Рассказ бородатого захватил Ефимку. Он забыл и дом, и Нюрку, и захотелось пробраться к Дубкову и вместе с ним совершать набеги.
Вспомнились ему сказки дачника Володи про морских разбойников, про отважных атаманов. Значит, не врут в книжках, бывают же вот такие смелые, настоящие люди.
В лесу раздался пронзительный свист.
— Пора, — сказал бородатый. — Зозуля и Бараш, вперед, Ефим со мной.
Солдаты двинулись вперед. Ефим с бородатым сзади.
Послышались два свистка.
Выстрелы стали чаще, пули жужжали, как пчелы.
— Ну, дела наши плохи... обходят, черти, знать, много их нагнали. За мной! — крикнул бородатый и поскакал в другую сторону от свиста.
Все ехали за ним, едва успевали.
Выехали к маленькой деревушке. У крайней хаты человек десяток мужиков, видимо, знакомых солдатам.
— Мир честной компании! — поздоровался бородатый, слезая с коня.
— Здорово, — ответили мужики.
— Что нового слышно? — спросил бородатый.
— Нового-то много, брат... видишь, скольких хат нет, — указали мужики на середину деревни, где торчали обгорелые столбы и печные трубы.
— Что, пожар был? — поразились солдаты, — когда?
— На прошлой неделе сожгли проклятые разбойники... хорошо, что старики-то во-время уехали, а то что бы с ними сделали?!

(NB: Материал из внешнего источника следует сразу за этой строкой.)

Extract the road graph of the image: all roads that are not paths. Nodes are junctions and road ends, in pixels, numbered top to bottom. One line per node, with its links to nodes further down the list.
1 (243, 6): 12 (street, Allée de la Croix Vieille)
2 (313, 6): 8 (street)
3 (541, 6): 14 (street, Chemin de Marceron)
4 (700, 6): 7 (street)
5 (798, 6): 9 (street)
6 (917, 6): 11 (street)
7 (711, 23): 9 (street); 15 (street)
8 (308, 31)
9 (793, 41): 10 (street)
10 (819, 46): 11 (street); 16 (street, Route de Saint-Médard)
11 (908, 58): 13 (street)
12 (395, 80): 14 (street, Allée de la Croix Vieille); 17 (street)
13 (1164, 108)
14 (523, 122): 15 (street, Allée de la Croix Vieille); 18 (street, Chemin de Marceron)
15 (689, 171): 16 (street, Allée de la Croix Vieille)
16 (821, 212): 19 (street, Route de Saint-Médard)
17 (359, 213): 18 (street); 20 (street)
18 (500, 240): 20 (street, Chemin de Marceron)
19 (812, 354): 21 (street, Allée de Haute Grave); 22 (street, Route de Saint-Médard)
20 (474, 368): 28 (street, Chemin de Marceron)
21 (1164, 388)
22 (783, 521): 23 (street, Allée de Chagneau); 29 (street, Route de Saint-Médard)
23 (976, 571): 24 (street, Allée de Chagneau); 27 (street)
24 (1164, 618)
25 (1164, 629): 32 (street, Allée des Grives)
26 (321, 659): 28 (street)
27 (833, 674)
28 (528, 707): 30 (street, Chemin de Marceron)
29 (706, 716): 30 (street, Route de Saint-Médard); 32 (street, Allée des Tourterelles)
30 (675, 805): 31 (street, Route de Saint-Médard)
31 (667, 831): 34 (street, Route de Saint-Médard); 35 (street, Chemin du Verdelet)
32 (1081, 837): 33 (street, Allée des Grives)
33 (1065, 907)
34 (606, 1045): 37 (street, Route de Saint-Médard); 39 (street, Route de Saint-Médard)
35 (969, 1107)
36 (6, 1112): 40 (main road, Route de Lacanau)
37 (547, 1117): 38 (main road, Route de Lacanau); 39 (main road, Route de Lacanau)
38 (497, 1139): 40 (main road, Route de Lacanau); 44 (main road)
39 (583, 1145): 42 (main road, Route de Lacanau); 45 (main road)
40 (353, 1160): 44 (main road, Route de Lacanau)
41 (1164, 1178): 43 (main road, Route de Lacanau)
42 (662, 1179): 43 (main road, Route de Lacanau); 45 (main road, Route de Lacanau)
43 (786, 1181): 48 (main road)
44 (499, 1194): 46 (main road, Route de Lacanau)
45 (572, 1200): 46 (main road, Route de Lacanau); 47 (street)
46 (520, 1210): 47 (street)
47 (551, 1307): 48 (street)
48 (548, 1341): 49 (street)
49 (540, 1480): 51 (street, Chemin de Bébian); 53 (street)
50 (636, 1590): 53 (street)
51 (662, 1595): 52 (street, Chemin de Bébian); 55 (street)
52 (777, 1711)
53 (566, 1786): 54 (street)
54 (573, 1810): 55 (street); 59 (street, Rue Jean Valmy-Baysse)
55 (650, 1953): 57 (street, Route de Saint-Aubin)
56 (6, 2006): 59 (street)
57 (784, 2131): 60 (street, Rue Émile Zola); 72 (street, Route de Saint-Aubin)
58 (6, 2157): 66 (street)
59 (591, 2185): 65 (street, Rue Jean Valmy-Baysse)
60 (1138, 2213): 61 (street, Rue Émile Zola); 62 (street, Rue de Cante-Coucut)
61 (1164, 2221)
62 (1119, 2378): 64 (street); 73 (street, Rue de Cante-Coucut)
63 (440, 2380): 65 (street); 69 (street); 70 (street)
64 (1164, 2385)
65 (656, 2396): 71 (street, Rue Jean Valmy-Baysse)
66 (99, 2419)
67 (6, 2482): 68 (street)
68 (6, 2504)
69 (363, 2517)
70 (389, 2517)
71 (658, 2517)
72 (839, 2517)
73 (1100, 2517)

— Чьи хаты-то? — спросил бородатый.
— Две Костюхиных, да Михаила Бубнова. Костюхины-то ребята перебежали к вам, ну, и старики за ними подались...
— А Михайла за что? — интересовался бородатый.
— По доносу аксеновского мельника... зря пострадал мужик!
— Ну, не отчаивайтесь, — сказал бородатый — скоро конец будет поджигателям... Вы знаете, нет ни одной подтаежной деревни, чтобы из них не было у нас добровольцев.
— Знаем, — отвечали мужики, — через нас каждый день перебегают солдаты.
— Дяденька, я зайду в хату напиться? — спросил Ефимка у бородатого.
— Зайди, зайди...
Ефимка забежал в избу.
— Тебе чего, паренек? — встретила его старуха.
— Нет ли водицы напиться? — спросил Ефим.
— А вот квас в ковшике, пей на здоровье. Хорошо в жар-то.
Ефим с жадностью выпил полковша.
— И у вас значит банды были? — спросил Ефим, указывая на обгорелые хаты. — Ишь ведь, какой пожарище устроили!
— А кабы не были, милый, и дело бы другое было... Само бы не загорелось.
— И Дубков был у вас?
— Дубков-то был, дай бог ему здоровья, — перекрестилась старуха, — старика моего от петли спас... Захватили душегубы... так, ни за што... Ну, да спасибо, Дубков то был неподалече, выручил... Ах, что было-то у нас, паренек... Как бы не Дубков — всю бы деревню спалили, окаянные...
— Ну, что, напился парень-то? — прервал словоохотливую старуху мужичий голос под окном, — ждут!
— Сейчас! — спохватился Ефимка, — спасибо, бабка! — поблагодарил он старуху и побежал на улицу, а в голове, как живой, Дубков, бесстрашный, отбивающий от разбойников бабкиного старика и спасающий деревню от поджигателей.
— Ну, забирайся, Ефим, — и бородатый подал ему руку и посадил на лошадь.